The dark thing we had all kept at bay in the back of our minds had rushed forward and smacked us down.

After all the hope, Sara was more gone than before.

The call ended, and my dad fell in on himself. His face went dark with sadness; he jammed his eyes closed, squeezing tears down his cheeks. Darrell tore away from Becca and Lily, who had tried to put their arms around his shoulders, and lunged at Dad, pounding him on the back until he wrapped his arms around him. It was like my dream in the cave: everyone confused, grieving, weeping.

How long we stayed that way, I can't even tell you.

Five minutes. A half hour. Time stopped while we died inside.

Finally, Dad pulled us all together, his face stone, his eyes wet, his lips quivering. “We'll figure this out; we have to,” he said. “Sara is out there, waiting for us to find her. We need to get to the airport. Retrieve Vela and the daggers. Get on our flight. Go to New York. Keep searching. Our flight leaves in three hours. Come on.”

That was all anyone could say. We hurried out of the quiet mission, with Lily and me on either side of Becca, supporting her, Darrell stomping behind us, cursing to himself. The rain was harder but strangely warmer now.

The weather in San Francisco changed in the blink of an eye. I got that. But then, everything that had happened so far was all about
change
.

A wreck of old metal had become a time-conquering machine.

A happy little family had been struck by tragedy and was becoming a band of fighters.

Relic hunters.

Guardians.

We were shouldering more pain than we thought we could. We were growing closer to one another as we pushed forward into a dark and dangerous future. We were getting tougher, faster, harder, stronger.
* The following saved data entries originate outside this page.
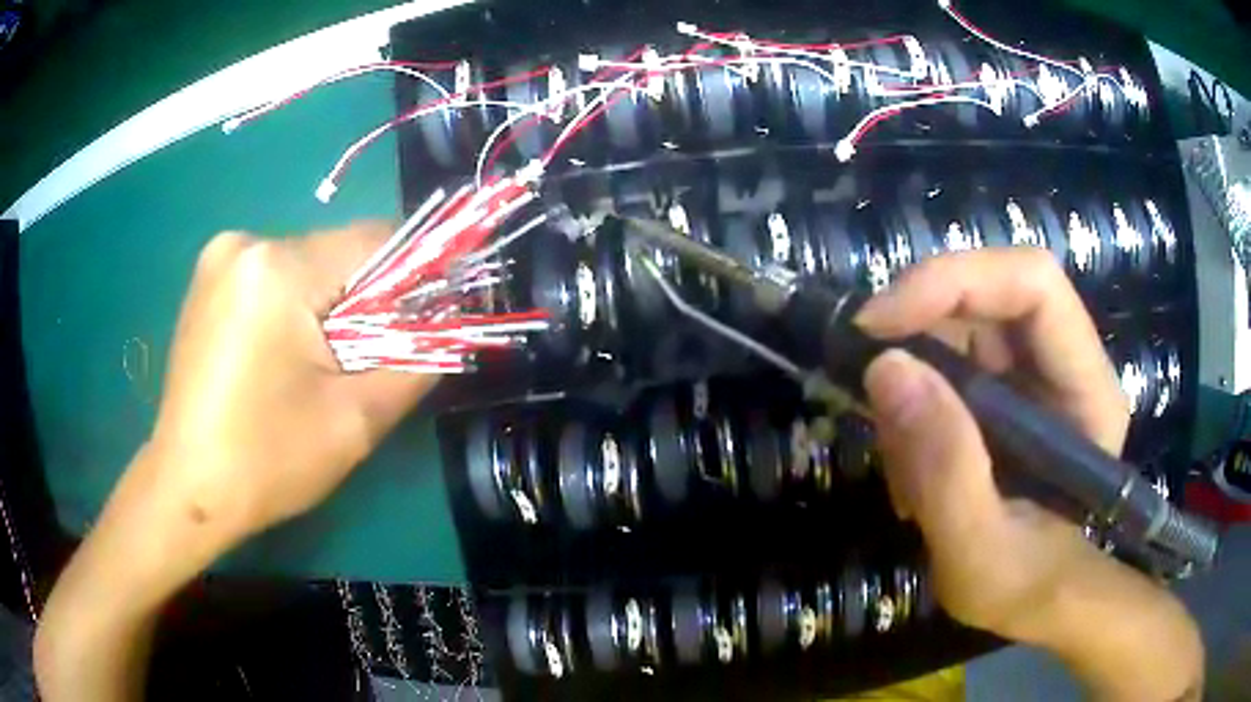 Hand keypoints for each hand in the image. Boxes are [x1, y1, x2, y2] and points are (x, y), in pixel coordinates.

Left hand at [147, 223, 436, 546]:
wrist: (187, 489)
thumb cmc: (266, 461)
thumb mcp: (354, 421)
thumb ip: (415, 362)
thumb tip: (451, 328)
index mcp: (278, 269)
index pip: (377, 241)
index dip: (414, 276)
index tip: (425, 322)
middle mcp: (246, 243)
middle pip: (338, 254)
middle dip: (364, 302)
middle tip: (362, 363)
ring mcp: (219, 258)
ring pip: (306, 266)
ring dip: (327, 308)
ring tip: (316, 368)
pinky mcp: (207, 280)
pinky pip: (273, 278)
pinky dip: (293, 308)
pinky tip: (279, 359)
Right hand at [856, 248, 1200, 699]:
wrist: (1034, 599)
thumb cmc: (1023, 586)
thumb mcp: (979, 553)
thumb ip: (946, 471)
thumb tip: (886, 368)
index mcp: (1087, 389)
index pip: (1033, 284)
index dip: (956, 281)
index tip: (878, 323)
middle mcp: (1066, 361)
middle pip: (989, 295)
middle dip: (920, 333)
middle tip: (868, 387)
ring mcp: (1034, 372)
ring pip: (960, 327)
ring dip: (912, 380)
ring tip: (902, 464)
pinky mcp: (1005, 389)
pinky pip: (947, 362)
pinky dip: (913, 404)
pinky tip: (911, 465) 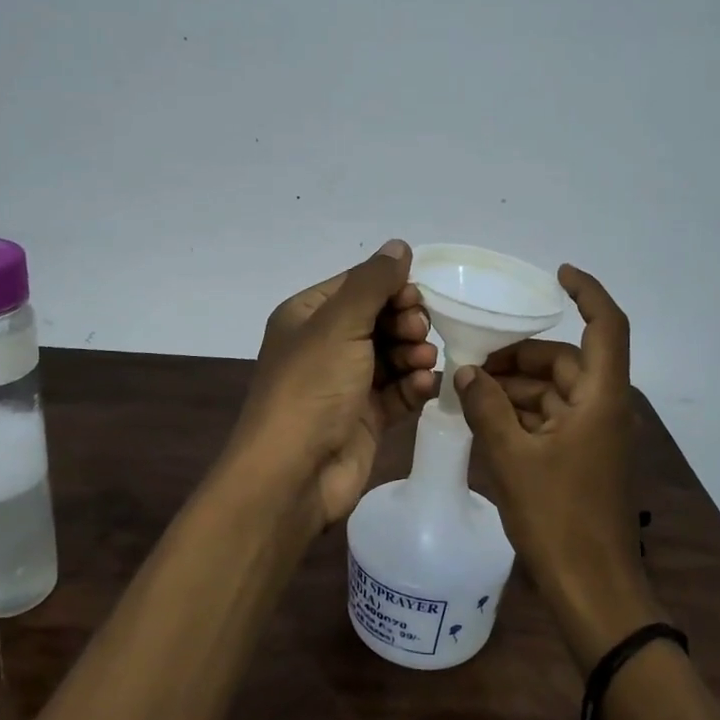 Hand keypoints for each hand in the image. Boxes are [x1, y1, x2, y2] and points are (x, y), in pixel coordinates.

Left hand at [231, 239, 438, 531]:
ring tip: (423, 361)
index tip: (416, 298)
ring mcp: (345, 383)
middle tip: (416, 332)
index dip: (391, 287)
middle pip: (379, 318)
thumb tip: (399, 245)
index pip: (358, 285)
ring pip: (392, 354)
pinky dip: (414, 385)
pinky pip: (398, 390)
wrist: (293, 474)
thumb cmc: (311, 388)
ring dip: (413, 353)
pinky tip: (426, 385)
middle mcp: (325, 345)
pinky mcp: (365, 417)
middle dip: (405, 321)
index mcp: (308, 316)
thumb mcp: (340, 324)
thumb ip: (373, 282)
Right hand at [453, 265, 658, 668]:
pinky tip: (486, 421)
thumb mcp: (512, 458)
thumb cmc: (558, 518)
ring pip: (555, 391)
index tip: (556, 275)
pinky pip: (552, 419)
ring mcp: (596, 436)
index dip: (587, 292)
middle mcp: (605, 408)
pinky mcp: (584, 459)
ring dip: (516, 388)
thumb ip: (487, 408)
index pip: (607, 326)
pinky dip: (522, 415)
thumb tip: (467, 373)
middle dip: (521, 356)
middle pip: (566, 361)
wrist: (594, 590)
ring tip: (470, 395)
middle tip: (474, 364)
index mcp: (601, 398) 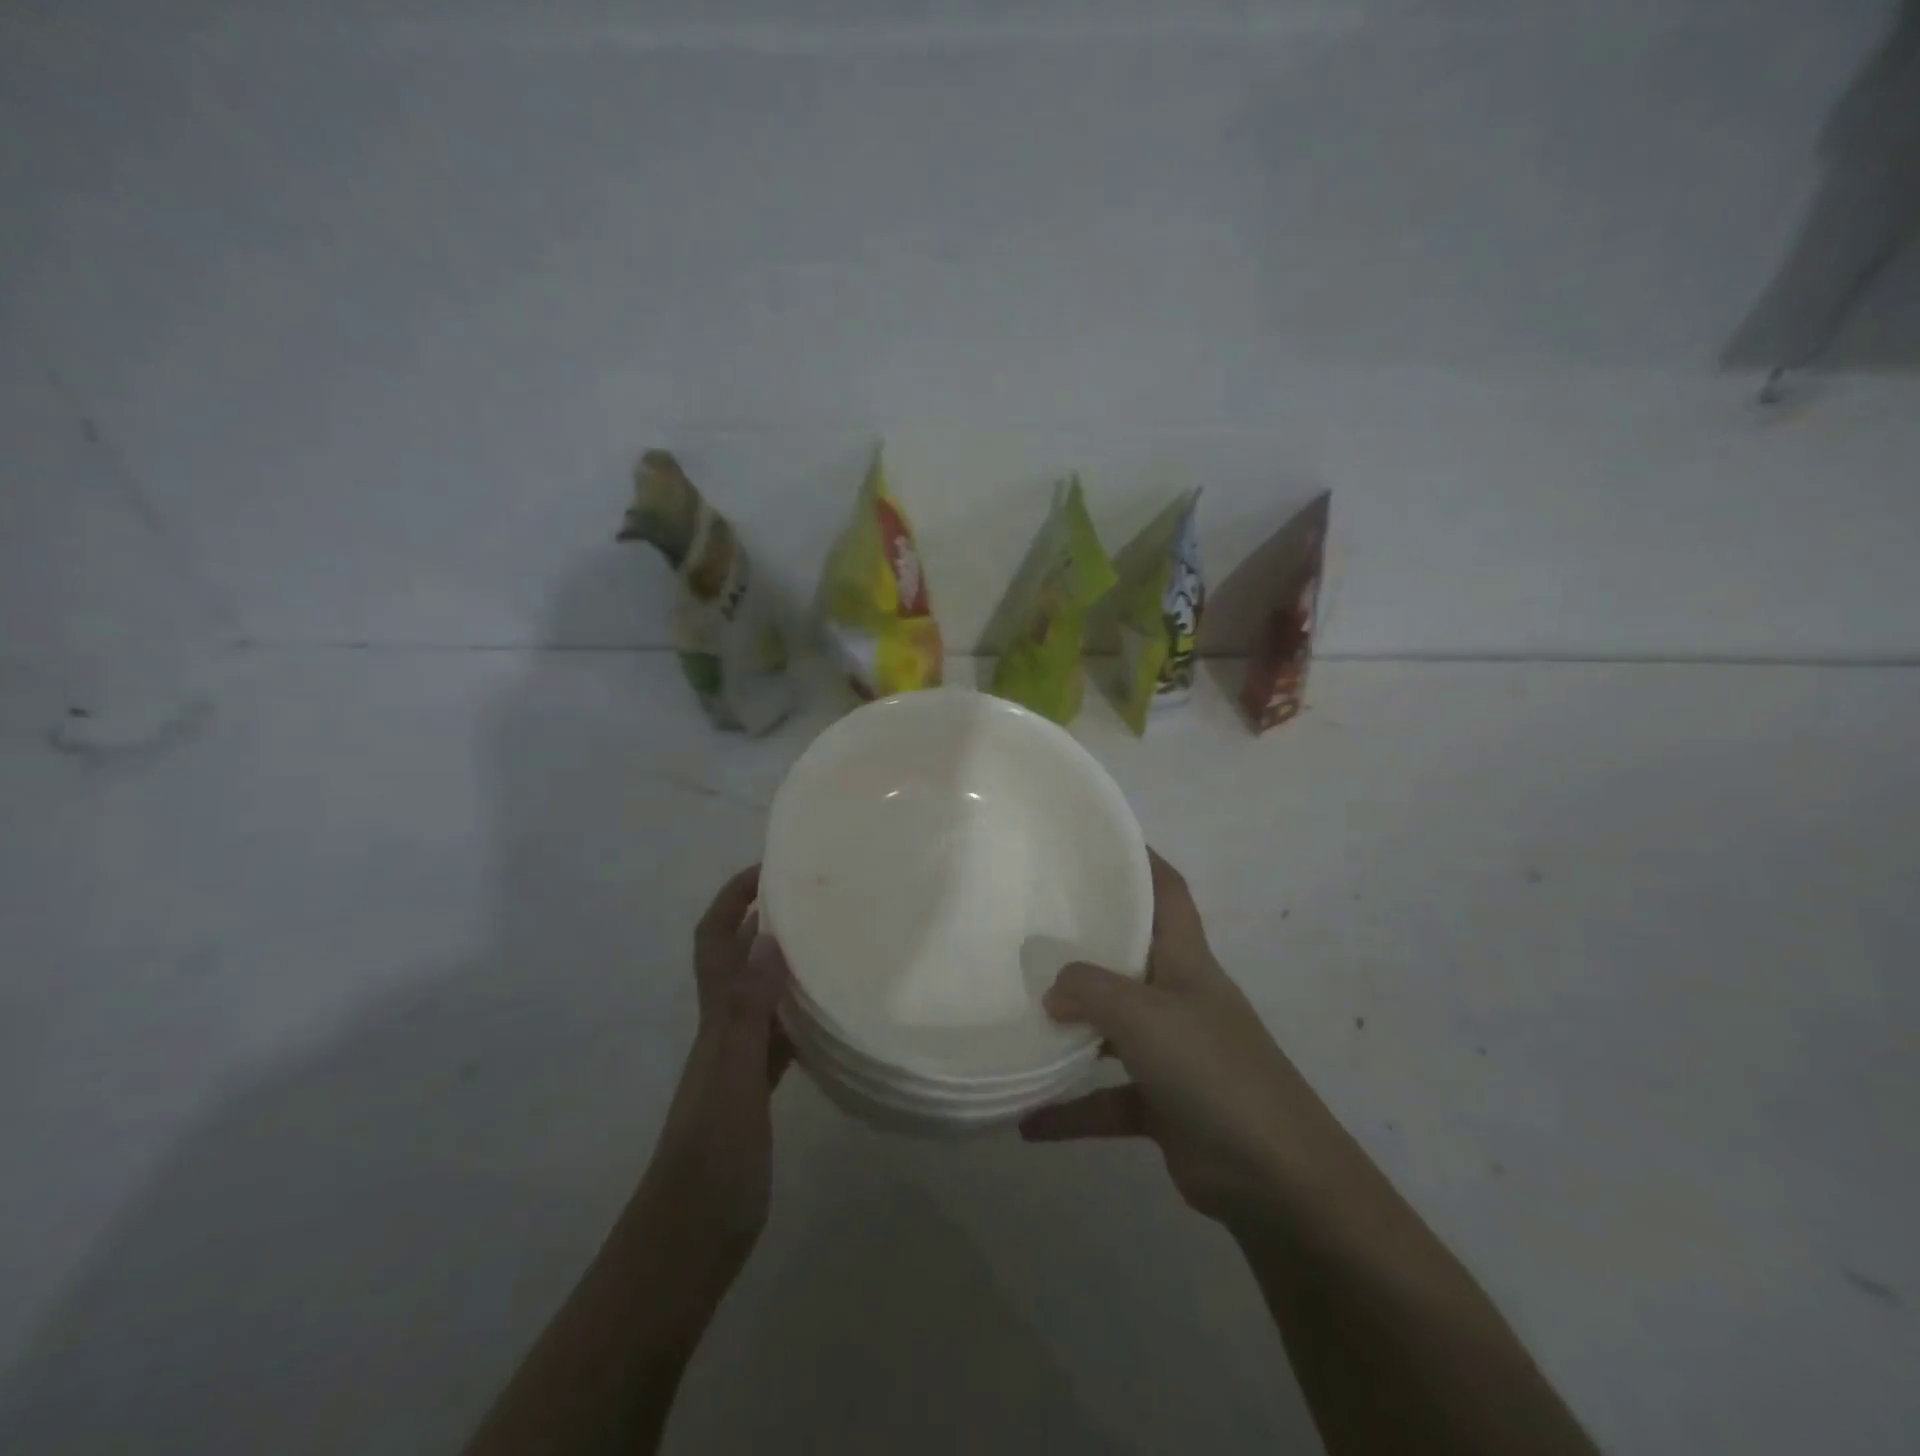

Whether we were better people now than we had been when we'd touched down in San Francisco, I can't say.
Better
is a tough thing to claim. But one thing was certain. As we hurried past Feng Yi's bloody footprints, washing away in the rain, as we pushed on, haunted by the mystery of the Copernicus Legacy and fearing Sara's fate more than ever, we didn't stop running.